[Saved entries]
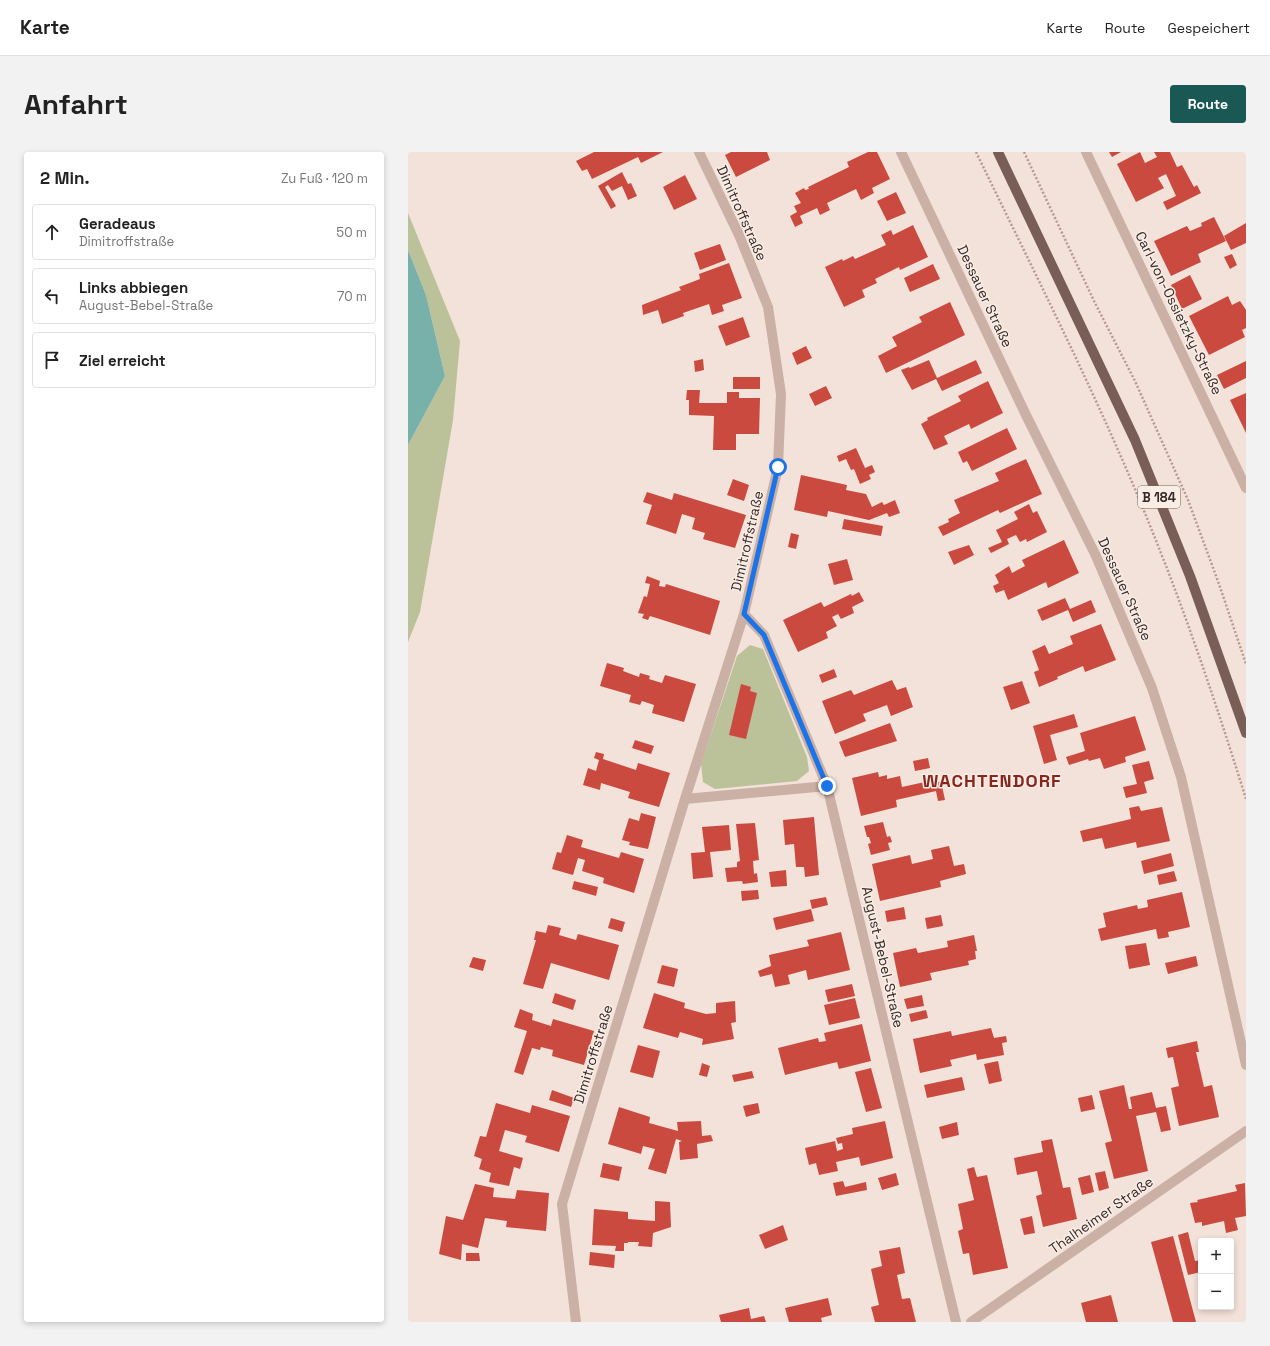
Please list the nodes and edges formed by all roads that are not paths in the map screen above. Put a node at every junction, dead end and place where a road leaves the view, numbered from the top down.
1 (699, 152) edge
2 (901, 152) edge
3 (998, 152) edge
4 (1086, 152) edge
5 (1246, 488) edge
6 (744, 614) junction
7 (1246, 733) edge
8 (827, 786) junction
9 (685, 799) junction
10 (1246, 1065) edge
11 (1246, 1131) edge
12 (576, 1322) edge
13 (956, 1322) edge
14 (971, 1322) edge

1 - 6 street, Dimitroffstraße
2 - 10 street, Dessauer Straße
3 - 7 main road, B 184
4 - 5 street, Carl-von-Ossietzky-Straße
6 - 8 street, August-Bebel-Straße
6 - 9 street, Dimitroffstraße
8 - 9 street
8 - 13 street, August-Bebel-Straße
9 - 12 street, Dimitroffstraße
11 - 14 street, Thalheimer Straße

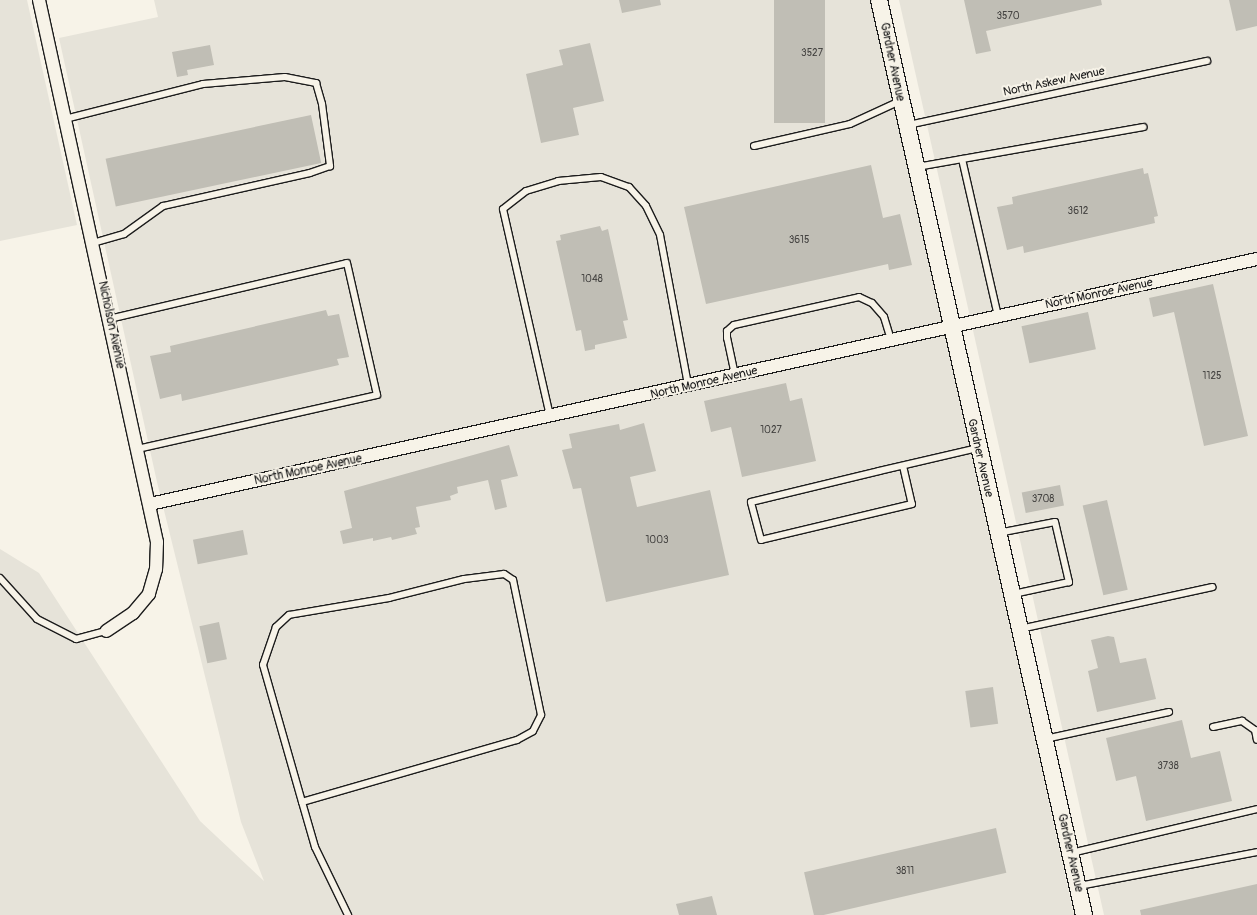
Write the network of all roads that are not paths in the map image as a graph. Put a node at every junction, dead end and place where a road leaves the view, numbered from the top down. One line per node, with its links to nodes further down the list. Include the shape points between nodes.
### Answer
1 (39, 0): 5 (street, Nicholson Avenue)
2 (879, 0): 4 (street, Gardner Avenue)
3 (1207, 61): 6 (lane, North Askew Avenue)
4 (901, 100): 6 (street, Gardner Avenue); 8 (lane, via 850,124)
5 (65, 120): 11 (street, Nicholson Avenue); 11 (lane, via 203,84 285,78 316,83 322,104 330,166 163,206 124,234)
6 (906, 125): 10 (street, Gardner Avenue)
7 (1144, 127): 9 (lane)
8 (754, 146)
9 (962, 159): 10 (lane); 13 (lane)
10 (916, 168): 15 (street, Gardner Avenue)
11 (93, 243): 14 (street, Nicholson Avenue)
12 (1257, 259): 13 (street, North Monroe Avenue)
13 (998, 316): 15 (street, North Monroe Avenue)
14 (109, 319): 21 (street, Nicholson Avenue); 21 (lane, via 347,263 377,395)
15 (951, 327): 16 (street, North Monroe Avenue); 20 (street, Gardner Avenue)
16 (891, 340): 17 (street, North Monroe Avenue); 17 (lane, via 884,317 872,303 859,297 734,325 727,331 727,338)
17 (735, 376): 18 (street, North Monroe Avenue)
18 (688, 386): 19 (street, North Monroe Avenue); 19 (lane, via 660,235 646,206 629,187 601,176 558,181 526,192 504,210)
19 (550, 417): 23 (street, North Monroe Avenue)
20 (978, 448): 22 (lane); 24 (street, Gardner Avenue)
21 (138, 449): 23 (street, Nicholson Avenue)
22 (903, 466): 22 (lane, via 751,502 761,540 912,504)
23 (150, 504): 29 (street, Nicholson Avenue, via 157,542 154,582 133,613)
24 (998, 534): 27 (street, Gardner Avenue); 27 (lane, via 1055,522 1069,582)
25 (0, 578): 29 (lane, via 37,620 76,639)
26 (1212, 587): 28 (lane)
27 (1011, 594): 28 (street, Gardner Avenue)
28 (1019, 630): 32 (street, Gardner Avenue)
29 (106, 631)
30 (1169, 712): 32 (lane)
31 (1212, 727): 33 (lane, via 1242,721 1255,730)
32 (1044, 740): 37 (street, Gardner Avenue)
33 (1257, 740)
34 (302, 802): 34 (lane, via 263,665 276,627 289,614 390,598 464,579 504,574 514,580 540,715 533,732 517,740); 39 (lane, via 315,846)
35 (1257, 809): 37 (lane)
36 (1257, 852): 38 (lane)
37 (1070, 854): 38 (street, Gardner Avenue)
38 (1077, 886): 40 (street, Gardner Avenue)
39 (348, 915)
40 (1084, 915)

Problem to work on -> Leaving out the pictures, print each line of the records above from the first up to and including the one that contains "Write the network", exactly as written.

Solution to this problem ->
Please list the nodes and edges formed by all roads that are not paths in the map screen above. Put a node at every junction, dead end and place where a road leaves the view, numbered from the top down.
1 (699, 152) edge
2 (901, 152) edge
3 (998, 152) edge
4 (1086, 152) edge
5 (1246, 488) edge
6 (744, 614) junction
7 (1246, 733) edge
8 (827, 786) junction
9 (685, 799) junction
10 (1246, 1065) edge
11 (1246, 1131) edge
12 (576, 1322) edge
13 (956, 1322) edge
14 (971, 1322) edge

1 - 6 street, Dimitroffstraße
2 - 10 street, Dessauer Straße
3 - 7 main road, B 184
4 - 5 street, Carl-von-Ossietzky-Straße
6 - 8 street, August-Bebel-Straße
6 - 9 street, Dimitroffstraße
8 - 9 street
8 - 13 street, August-Bebel-Straße
9 - 12 street, Dimitroffstraße
11 - 14 street, Thalheimer Straße

Write the network of all roads that are not paths in the map image as a graph. Put a node at every junction, dead end and place where a road leaves the view, numbered from the top down. One line per node, with its links to nodes further down the list. Include the shape points between nodes.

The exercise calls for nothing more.